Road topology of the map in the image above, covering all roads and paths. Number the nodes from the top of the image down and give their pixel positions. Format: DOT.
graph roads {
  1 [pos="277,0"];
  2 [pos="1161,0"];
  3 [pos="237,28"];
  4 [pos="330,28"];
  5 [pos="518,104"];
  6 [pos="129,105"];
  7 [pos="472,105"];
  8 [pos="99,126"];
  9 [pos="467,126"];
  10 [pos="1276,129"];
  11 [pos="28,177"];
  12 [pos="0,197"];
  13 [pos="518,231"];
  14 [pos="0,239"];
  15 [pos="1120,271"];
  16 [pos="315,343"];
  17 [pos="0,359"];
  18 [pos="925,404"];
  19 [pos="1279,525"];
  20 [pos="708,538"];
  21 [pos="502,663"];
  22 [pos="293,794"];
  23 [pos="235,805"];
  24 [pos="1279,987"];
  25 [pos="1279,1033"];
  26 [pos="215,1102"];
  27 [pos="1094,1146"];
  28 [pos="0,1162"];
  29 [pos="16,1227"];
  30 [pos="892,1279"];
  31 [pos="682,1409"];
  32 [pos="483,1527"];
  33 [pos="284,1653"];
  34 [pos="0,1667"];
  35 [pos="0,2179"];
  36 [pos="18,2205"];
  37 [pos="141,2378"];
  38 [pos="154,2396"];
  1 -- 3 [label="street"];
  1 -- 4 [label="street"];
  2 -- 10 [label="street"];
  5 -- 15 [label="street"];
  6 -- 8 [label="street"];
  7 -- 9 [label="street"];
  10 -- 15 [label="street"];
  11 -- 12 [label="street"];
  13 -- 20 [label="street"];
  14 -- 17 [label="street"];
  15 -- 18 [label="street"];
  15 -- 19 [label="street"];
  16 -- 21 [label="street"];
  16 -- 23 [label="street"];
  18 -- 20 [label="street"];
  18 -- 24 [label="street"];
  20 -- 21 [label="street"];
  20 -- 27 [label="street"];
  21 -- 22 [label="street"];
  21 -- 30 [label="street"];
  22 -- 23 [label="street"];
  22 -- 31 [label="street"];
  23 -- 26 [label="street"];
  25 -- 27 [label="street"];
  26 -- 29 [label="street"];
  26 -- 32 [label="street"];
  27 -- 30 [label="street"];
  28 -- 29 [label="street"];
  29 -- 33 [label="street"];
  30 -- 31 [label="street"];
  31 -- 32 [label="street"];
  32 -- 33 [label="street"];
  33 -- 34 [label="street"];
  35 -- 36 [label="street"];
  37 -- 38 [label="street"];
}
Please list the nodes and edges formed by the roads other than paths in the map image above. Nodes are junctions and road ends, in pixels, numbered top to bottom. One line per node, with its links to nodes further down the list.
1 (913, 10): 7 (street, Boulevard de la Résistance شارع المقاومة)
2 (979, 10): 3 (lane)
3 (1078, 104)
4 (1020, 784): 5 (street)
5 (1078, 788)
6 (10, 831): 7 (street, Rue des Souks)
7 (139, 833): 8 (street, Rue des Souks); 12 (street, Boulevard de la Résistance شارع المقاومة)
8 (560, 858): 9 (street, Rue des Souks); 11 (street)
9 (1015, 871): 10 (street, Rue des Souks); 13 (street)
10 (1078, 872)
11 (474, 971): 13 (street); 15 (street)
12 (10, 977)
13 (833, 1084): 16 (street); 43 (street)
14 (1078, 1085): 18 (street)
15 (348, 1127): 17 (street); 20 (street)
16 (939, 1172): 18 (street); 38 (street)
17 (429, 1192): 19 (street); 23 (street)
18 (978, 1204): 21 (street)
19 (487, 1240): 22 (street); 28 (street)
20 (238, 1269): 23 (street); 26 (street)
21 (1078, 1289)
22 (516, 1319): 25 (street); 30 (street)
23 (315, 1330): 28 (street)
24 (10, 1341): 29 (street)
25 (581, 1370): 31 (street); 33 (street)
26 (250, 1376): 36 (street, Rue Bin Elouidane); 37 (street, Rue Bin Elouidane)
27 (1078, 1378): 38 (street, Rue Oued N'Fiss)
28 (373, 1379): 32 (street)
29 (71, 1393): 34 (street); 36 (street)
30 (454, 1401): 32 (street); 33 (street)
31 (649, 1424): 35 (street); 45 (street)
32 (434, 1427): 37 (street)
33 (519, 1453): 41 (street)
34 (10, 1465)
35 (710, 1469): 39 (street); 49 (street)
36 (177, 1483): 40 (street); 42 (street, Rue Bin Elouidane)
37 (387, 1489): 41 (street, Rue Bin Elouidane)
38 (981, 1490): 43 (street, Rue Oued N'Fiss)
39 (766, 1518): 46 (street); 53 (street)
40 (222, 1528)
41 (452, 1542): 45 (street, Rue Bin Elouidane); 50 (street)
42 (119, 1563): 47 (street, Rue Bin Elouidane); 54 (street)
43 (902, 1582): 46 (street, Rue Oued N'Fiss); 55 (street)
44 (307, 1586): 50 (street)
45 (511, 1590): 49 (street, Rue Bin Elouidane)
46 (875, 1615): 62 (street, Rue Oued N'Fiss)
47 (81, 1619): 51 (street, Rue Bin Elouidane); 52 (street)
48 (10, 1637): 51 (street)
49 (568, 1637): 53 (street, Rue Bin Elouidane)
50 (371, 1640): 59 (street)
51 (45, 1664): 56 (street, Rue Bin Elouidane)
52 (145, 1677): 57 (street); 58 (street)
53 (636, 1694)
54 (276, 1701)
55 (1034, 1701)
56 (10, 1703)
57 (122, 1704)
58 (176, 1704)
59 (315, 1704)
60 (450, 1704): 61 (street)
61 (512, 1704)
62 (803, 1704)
· · · · ·
Your instructions: Give the records above again in full, keeping every character unchanged.

Written solution:
Road topology of the map in the image above, covering all roads and paths. Number the nodes from the top of the image down and give their pixel positions. Format: DOT.
graph roads {
  1 [pos="277,0"];
  2 [pos="1161,0"];
  3 [pos="237,28"];
  4 [pos="330,28"];
  5 [pos="518,104"];
  6 [pos="129,105"];
  7 [pos="472,105"];
  8 [pos="99,126"];
  9 [pos="467,126"];
  10 [pos="1276,129"];
  11 [pos="28,177"];
  12 [pos="0,197"];
  13 [pos="518,231"];
  14 [pos="0,239"];
  15 [pos="1120,271"];
  16 [pos="315,343"];
  17 [pos="0,359"];
  18 [pos="925,404"];
  19 [pos="1279,525"];
  20 [pos="708,538"];
  21 [pos="502,663"];
  22 [pos="293,794"];
  23 [pos="235,805"];
  24 [pos="1279,987"];
  25 [pos="1279,1033"];
  26 [pos="215,1102"];
  27 [pos="1094,1146"];
  28 [pos="0,1162"];
  29 [pos="16,1227"];
  30 [pos="892,1279"];
  31 [pos="682,1409"];
  32 [pos="483,1527"];
  33 [pos="284,1653"];
  34 [pos="0,1667"];
  35 [pos="0,2179"];
  36 [pos="18,2205"];
  37 [pos="141,2378"];
  38 [pos="154,2396"];
  1 -- 3 [label="street"];
  1 -- 4 [label="street"];
  2 -- 10 [label="street"];
  5 -- 15 [label="street"];
  6 -- 8 [label="street"];
  7 -- 9 [label="street"];
  10 -- 15 [label="street"];
  11 -- 12 [label="street"];
  13 -- 20 [label="street"];
  14 -- 17 [label="street"];
  15 -- 18 [label="street"];
  15 -- 19 [label="street"];
  16 -- 21 [label="street"];
  16 -- 23 [label="street"];
  18 -- 20 [label="street"];
  18 -- 24 [label="street"];
  20 -- 21 [label="street"];
  20 -- 27 [label="street"];
  21 -- 22 [label="street"];
  21 -- 30 [label="street"];
  22 -- 23 [label="street"];
  22 -- 31 [label="street"];
  23 -- 26 [label="street"];
  25 -- 27 [label="street"];
  26 -- 29 [label="street"];
  26 -- 32 [label="street"];
  27 -- 30 [label="street"];
  28 -- 29 [label="street"];
  29 -- 33 [label="street"];
  30 -- 31 [label="street"];
  31 -- 32 [label="street"];
  32 -- 33 [label="street"];
  33 -- 34 [label="street"];
  35 -- 36 [label="street"];
  37 -- 38 [label="street"];
}
Please list the nodes and edges formed by the roads other than paths in the map image above. Nodes are junctions and road ends, in pixels, numbered top to bottom. One line per node, with its links to nodes further down the list.
1 (913, 10): 7 (street, Boulevard de la Résistance شارع المقاومة)
2 (979, 10): 3 (lane)
3 (1078, 104)
4 (1020, 784): 5 (street)
5 (1078, 788)
6 (10, 831): 7 (street, Rue des Souks)
7 (139, 833): 8 (street, Rue des Souks); 12 (street, Boulevard de la Résistance شارع المقاومة)
8 (560, 858): 9 (street, Rue des Souks); 11 (street)
9 (1015, 871): 10 (street, Rue des Souks); 13 (street)
10 (1078, 872)
11 (474, 971): 13 (street); 15 (street)
12 (10, 977)
13 (833, 1084): 16 (street); 43 (street)
14 (1078, 1085): 18 (street)
15 (348, 1127): 17 (street); 20 (street)
16 (939, 1172): 18 (street); 38 (street)
17 (429, 1192): 19 (street); 23 (street)
18 (978, 1204): 21 (street)
19 (487, 1240): 22 (street); 28 (street)
20 (238, 1269): 23 (street); 26 (street)
21 (1078, 1289)
22 (516, 1319): 25 (street); 30 (street)
23 (315, 1330): 28 (street)
24 (10, 1341): 29 (street)
25 (581, 1370): 31 (street); 33 (street)
26 (250, 1376): 36 (street, Rue Bin Elouidane); 37 (street, Rue Bin Elouidane)
27 (1078, 1378): 38 (street, Rue Oued N'Fiss)
28 (373, 1379): 32 (street)
29 (71, 1393): 34 (street); 36 (street)
30 (454, 1401): 32 (street); 33 (street)
31 (649, 1424): 35 (street); 45 (street)
32 (434, 1427): 37 (street)
33 (519, 1453): 41 (street)
34 (10, 1465)
35 (710, 1469): 39 (street); 49 (street)
36 (177, 1483): 40 (street); 42 (street, Rue Bin Elouidane)
37 (387, 1489): 41 (street, Rue Bin Elouidane)
38 (981, 1490): 43 (street, Rue Oued N'Fiss)
39 (766, 1518): 46 (street); 53 (street)
40 (222, 1528)
41 (452, 1542): 45 (street, Rue Bin Elouidane); 50 (street)
42 (119, 1563): 47 (street, Rue Bin Elouidane); 54 (street)
43 (902, 1582): 46 (street, Rue Oued N'Fiss); 55 (street)
44 (307, 1586): 50 (street)
45 (511, 1590): 49 (street, Rue Bin Elouidane)
46 (875, 1615): 62 (street, Rue Oued N'Fiss)
47 (81, 1619): 51 (street, Rue Bin Elouidane); 52 (street)
48 (10, 1637): 51 (street)
49 (568, 1637): 53 (street, Rue Bin Elouidane)
50 (371, 1640): 59 (street)
51 (45, 1664): 56 (street, Rue Bin Elouidane)
52 (145, 1677): 57 (street); 58 (street)
53 (636, 1694)
54 (276, 1701)
55 (1034, 1701)
56 (10, 1703)
57 (122, 1704)
58 (176, 1704)
59 (315, 1704)
60 (450, 1704): 61 (street)
61 (512, 1704)
62 (803, 1704)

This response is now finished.